You can use an alternate method to :nth-child by explicitly chaining elements together with the ‘+’ selector. This will select adjacent siblings. However, this method does not scale well and will likely break if your list is dynamic. Below is an example:

 ul > li:first-child + li + li { color: red; } /* find the 3rd list item and color it red */ 

 

Instead, use conditional comments in your HTML and leverage jQuery to add IE specific selectors in your CSS to recreate nth-child rules.

 


<!--[if lt IE 9]>
    <link rel="stylesheet" type="text/css" href="css/ie-style.css">
    <script src="scripts/vendor/jquery.min.js"></script>
    <script src="scripts/nth-child-fixer.js"></script>
<![endif]-->

For example, if you have the following statements in your stylesheet:

 

.article { position: relative; border: 2px solid lightgray; margin: .5em; }
.article:nth-child(n) { float: left; width: 23%; }
.article:nth-child(1n) { margin-left: 0; }
.article:nth-child(3n) { border: 2px dashed red; }
.article:nth-child(4n) { margin-right: 0; }

 

Older versions of IE will not know how to interpret those pseudo-selectors so they will be ignored. But, you can ‘listen’ for these elements in jQuery and use the addClass method to add additional classes to those elements.

 


$(function(){ // DOM ready, go!

    $(".article:nth-child(n)").addClass("article-nth-child-n");
    $(".article:nth-child(1n)").addClass("article-nth-child-1n");

    $(".article:nth-child(3n)").addClass("article-nth-child-3n");
    $(".article:nth-child(4n)").addClass("article-nth-child-4n");

})

 

And the ie-style.css file would have the following rules:

 


.article-nth-child-n { float: left; width: 23%; }
.article-nth-child-1n { margin-left: 0; }
.article-nth-child-3n { border: 2px dashed red; }
.article-nth-child-4n { margin-right: 0; }

 

With the following setup, additional files (jQuery library, nth-child-fixer.js, and ie-style.css) will only be loaded if needed thanks to the conditional comment.

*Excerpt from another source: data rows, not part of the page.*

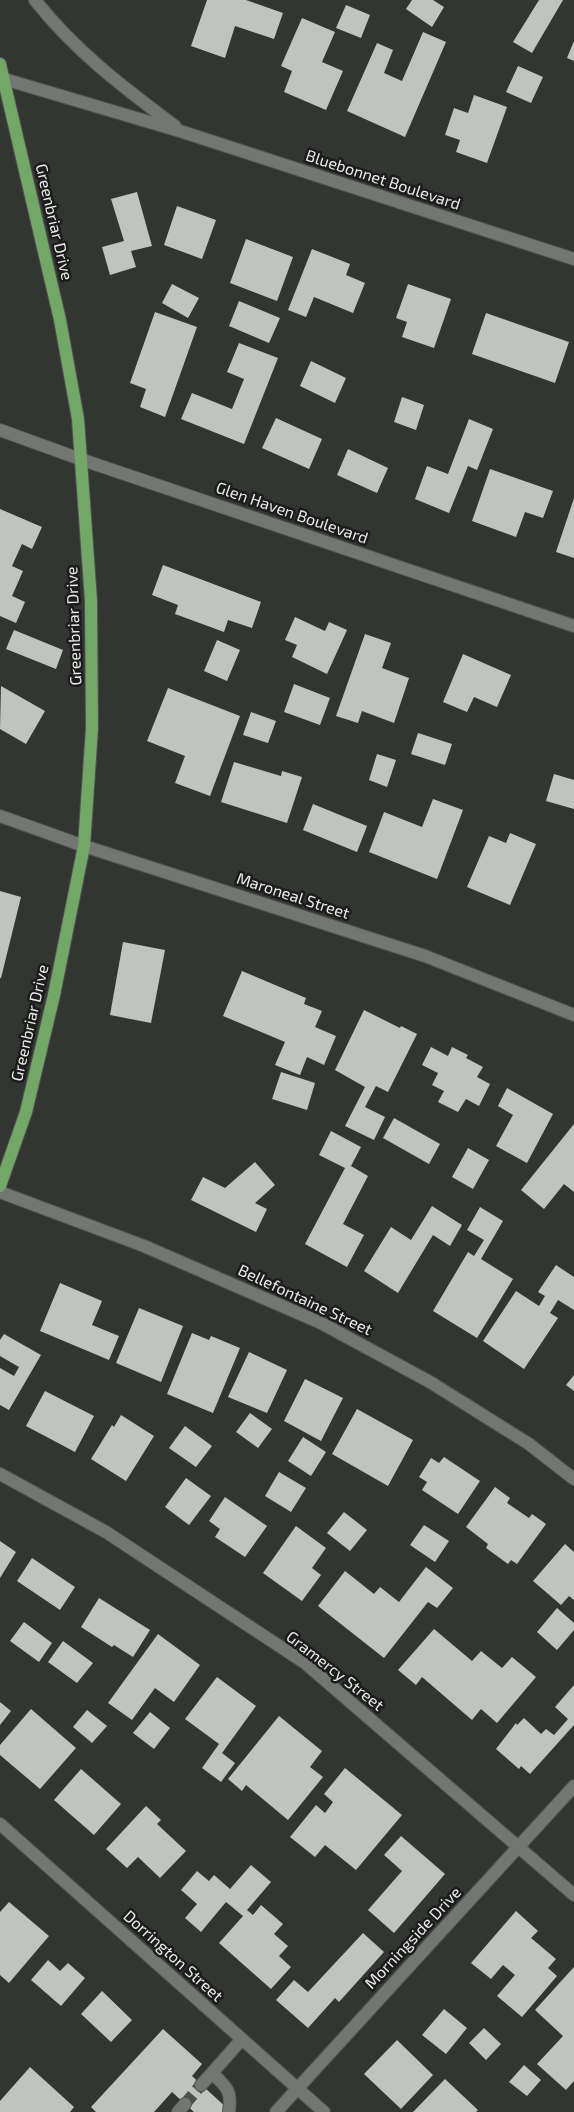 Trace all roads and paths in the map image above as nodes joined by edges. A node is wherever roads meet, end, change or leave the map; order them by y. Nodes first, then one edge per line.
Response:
1 (35, 0) edge
2 (0, 64) edge
3 (4, 79) junction
4 (183, 132) junction
5 (574, 259) edge
6 (0, 430) edge
7 (80, 459) junction
8 (574, 626) edge
9 (0, 816) edge
10 (84, 846) junction
11 (574, 1015) edge
12 (0, 1186) edge
13 (0, 1192) edge
14 (0, 1474) edge
15 (574, 1479) edge
16 (574, 1786) edge
17 (0, 1824) edge
18 (519, 1846) junction
19 (574, 1895) edge
20 (242, 2039) junction
21 (212, 2073) junction
22 (201, 2085) tunnel mouth
23 (297, 2088) junction
24 (229, 2112) edge
25 (276, 2112) edge
26 (324, 2112) edge

1 - 4 street, Bluebonnet Boulevard
2 - 3 main road, Greenbriar Drive
3 - 4 street, Bluebonnet Boulevard
3 - 7 main road, Greenbriar Drive
4 - 5 street, Bluebonnet Boulevard
6 - 7 street, Glen Haven Boulevard
7 - 8 street, Glen Haven Boulevard
7 - 10 main road, Greenbriar Drive
9 - 10 street, Maroneal Street
10 - 11 street, Maroneal Street
10 - 12 main road, Greenbriar Drive
13 - 15 street, Bellefontaine Street
14 - 18 street, Gramercy Street
16 - 18 street, Morningside Drive
17 - 20 street, Dorrington Street
18 - 19 street, Gramercy Street
18 - 23 street, Morningside Drive
20 - 21 street
20 - 23 street, Dorrington Street
21 - 22 street
21 - 24 street
23 - 25 street, Morningside Drive
23 - 26 street, Dorrington Street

Note: It wouldn’t be a good idea to use this method if it’s the only reason you need jQuery. The library is fairly large and will slow down pageload speed in IE. So only use this method if you are using jQuery elsewhere on the site. It is too big of a load hit for just one small purpose.

Please let me know if you have suggestions or other examples that are more up to date. This method works, but is a bit antiquated ( from 2012). It also gets cumbersome to manage if you have a lot of elements on your site with different class names that need specific n-th child selectors. Managing all those rules with JavaScript can get bloated.

Demo: A working demo of this example can be found here  http://johnstonianera.com/demos/nthChild/. Try loading it in a modern browser (Chrome, Firefox, Safari) and then load it in IE 8 or below to see how the conditional statement loads jQuery, the subsequent JavaScript file, and the IE-specific stylesheet.

Download Example: Here is a  zip file containing all example files for this article. Feel free to reuse for your needs

All code is free to use as you see fit. No licensing here.